The play was funny, sure, and sad at the same time—that’s to be expected—but I wasn’t actually prepared for it to be really funny and really sad. The text reduction worked wonders both for the humor and the underlying tragedy, its translation into kinetic instead of verbal language burying the play’s unstated themes deeper while bringing them right to the fore. Something about removing so much of the surface layer made the thematic payoff less obvious, more sublime. And I suspect the humor worked even better because the pathos was portrayed with such touching conviction; the humor and the gender-flipping and the silent film dramatics threw the pathos into sharper relief and made the emotional cuts deeper, more subtle, like a linoleum knife in the gut. It was sad because it was funny; it was funny because it was sad.

Sascha Blocker as Laura in ‘Philip’s Glass Menagerie.’ Photo: Kevin Young (Neverland Images, LLC)

On the back of the program, I found four research questions. My answers will, presumably, no longer be useful to Cuomo & Co., but here they are anyways.

1. Does the emotional intimacy of the piece hold up to the performance style, and does the style hold up over the entire length of a theatrical performance?

Normal clown performances exist as miniatures, whether on the street or during Cirque du Soleil scene changes, and it’s a little unusual to have an entire show based on clowning. It probably wouldn’t have worked without the clever text treatment: the words were there, but there weren’t many. Speaking as an irregular theatergoer, I think it’s the superabundance of text that turns people off of theater in the first place. I wasn’t displeased to have less to process.
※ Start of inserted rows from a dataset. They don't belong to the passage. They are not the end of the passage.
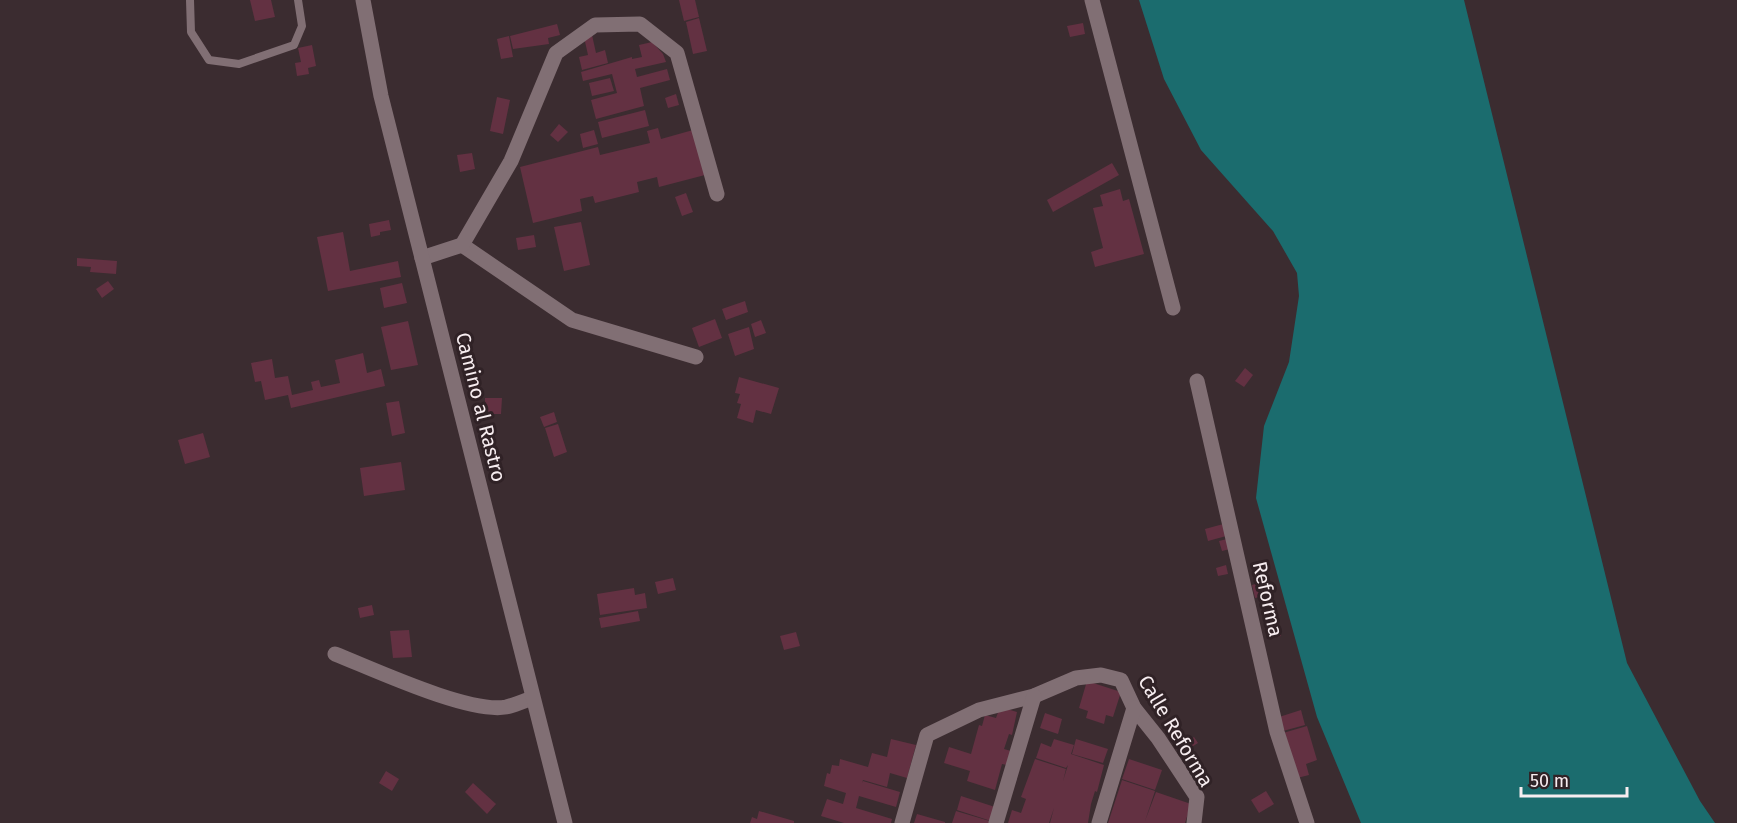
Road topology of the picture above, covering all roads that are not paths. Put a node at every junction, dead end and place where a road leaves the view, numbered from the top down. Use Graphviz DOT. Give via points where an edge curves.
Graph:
graph roads {
  1 [pos="190,0"];
  2 [pos="298,0"];
  3 [pos="363,0"];
  4 [pos="1092,0"];
  5 [pos="717,194"];
  6 [pos="462,245"];
  7 [pos="422,258"];
  8 [pos="1173,308"];
  9 [pos="696,357"];
  10 [pos="1197,381"];
  11 [pos="335,654"];
  12 [pos="1034,696"];
  13 [pos="532,698"];
  14 [pos="1134,708"];
  15 [pos="1194,822"];
  16 [pos="565,823"];
  17 [pos="902,823"];
  18 [pos="996,823"];
  19 [pos="1099,823"];
  20 [pos="1307,823"];
  1 -- 2 [label="lane" via="191,32 209,60 239,64 294,45 302,26"];
  3 -- 7 [label="street, Camino al Rastro" via="381,96"];
  4 -- 8 [label="street"];
  5 -- 6 [label="street" via="677,53 640,24 595,25 556,53 510,161"];
  6 -- 7 [label="street"];
  6 -- 9 [label="street" via="572,320"];
  7 -- 13 [label="street, Camino al Rastro"];
  10 -- 20 [label="street, Reforma" via="1277,732"];
  11 -- 13 [label="street" via="480,707 506,707"];
  12 -- 14 [label="street, Calle Reforma" via="1076,678 1101,675 1121,680"];
  12 -- 17 [label="street" via="979,710 927,735"];
  12 -- 18 [label="street"];
  13 -- 16 [label="street, Camino al Rastro"];
  14 -- 15 [label="street, Calle Reforma" via="1197,797"];
  14 -- 19 [label="street"];
}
We mentioned Tati earlier, and I think he’s a better point of comparison than Chaplin. Tati’s films are overwhelmingly visual but not exclusively so—bits of text pop up when they’re needed, which is seldom, and that makes the words all the more powerful. It also gives room for body language and other non-verbal cues, forefronting this crucial aspect of communication.

So yeah. It holds up. It does better than hold up, in fact: y’all nailed it.

2. Does the use of drag/gender performativity/gender switched roles add to or detract from the storytelling?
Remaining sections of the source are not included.